ACTIVITY
Every entry below is to be copied word for word, with its pictures removed.

LISTED ENTRIES
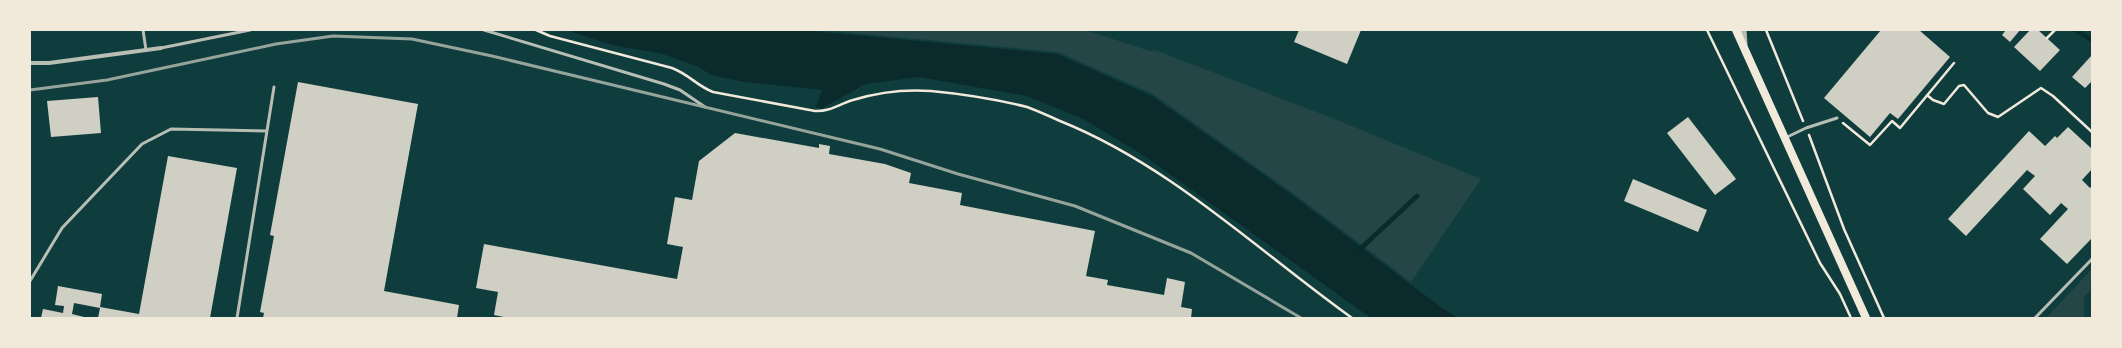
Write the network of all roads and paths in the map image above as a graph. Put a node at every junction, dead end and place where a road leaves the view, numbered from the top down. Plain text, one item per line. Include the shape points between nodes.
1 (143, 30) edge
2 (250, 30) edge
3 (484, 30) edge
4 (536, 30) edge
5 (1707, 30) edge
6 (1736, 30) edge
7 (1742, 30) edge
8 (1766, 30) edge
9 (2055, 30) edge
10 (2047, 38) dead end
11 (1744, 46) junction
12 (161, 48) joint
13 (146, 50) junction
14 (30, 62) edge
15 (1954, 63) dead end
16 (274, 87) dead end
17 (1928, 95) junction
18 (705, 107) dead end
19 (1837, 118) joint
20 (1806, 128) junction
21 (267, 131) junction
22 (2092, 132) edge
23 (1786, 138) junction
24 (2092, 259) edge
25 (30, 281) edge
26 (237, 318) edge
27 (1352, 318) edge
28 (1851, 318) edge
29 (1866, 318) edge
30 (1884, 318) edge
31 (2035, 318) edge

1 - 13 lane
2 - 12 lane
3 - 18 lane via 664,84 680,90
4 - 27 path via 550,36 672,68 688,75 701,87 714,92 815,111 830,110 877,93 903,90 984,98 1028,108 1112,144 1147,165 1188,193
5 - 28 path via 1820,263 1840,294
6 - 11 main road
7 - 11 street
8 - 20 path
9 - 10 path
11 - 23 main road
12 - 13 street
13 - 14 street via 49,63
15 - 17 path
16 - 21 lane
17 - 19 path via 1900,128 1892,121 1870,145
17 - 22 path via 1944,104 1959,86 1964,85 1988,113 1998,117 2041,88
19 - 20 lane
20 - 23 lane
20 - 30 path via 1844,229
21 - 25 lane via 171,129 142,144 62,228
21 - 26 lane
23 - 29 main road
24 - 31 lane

RESULT
Write the network of all roads and paths in the map image above as a graph. Put a node at every junction, dead end and place where a road leaves the view, numbered from the top down. Plain text, one item per line. Include the shape points between nodes.
1 (143, 30) edge
2 (250, 30) edge
3 (484, 30) edge
4 (536, 30) edge
5 (1707, 30) edge
6 (1736, 30) edge
7 (1742, 30) edge
8 (1766, 30) edge
9 (2055, 30) edge
10 (2047, 38) dead end
11 (1744, 46) junction
12 (161, 48) joint
13 (146, 50) junction
14 (30, 62) edge
15 (1954, 63) dead end
16 (274, 87) dead end
17 (1928, 95) junction
18 (705, 107) dead end
19 (1837, 118) joint
20 (1806, 128) junction
21 (267, 131) junction
22 (2092, 132) edge
23 (1786, 138) junction
24 (2092, 259) edge
25 (30, 281) edge
26 (237, 318) edge
27 (1352, 318) edge
28 (1851, 318) edge
29 (1866, 318) edge
30 (1884, 318) edge
31 (2035, 318) edge

1 - 13 lane
2 - 12 lane
3 - 18 lane via 664,84 680,90
4 - 27 path via 550,36 672,68 688,75 701,87 714,92 815,111 830,110 877,93 903,90 984,98 1028,108 1112,144 1147,165 1188,193
5 - 28 path via 1820,263 1840,294
6 - 11 main road
7 - 11 street
8 - 20 path
9 - 10 path
11 - 23 main road
12 - 13 street
13 - 14 street via 49,63
15 - 17 path
16 - 21 lane
17 - 19 path via 1900,128 1892,121 1870,145
17 - 22 path via 1944,104 1959,86 1964,85 1988,113 1998,117 2041,88
19 - 20 lane
20 - 23 lane
20 - 30 path via 1844,229
21 - 25 lane via 171,129 142,144 62,228
21 - 26 lane
23 - 29 main road
24 - 31 lane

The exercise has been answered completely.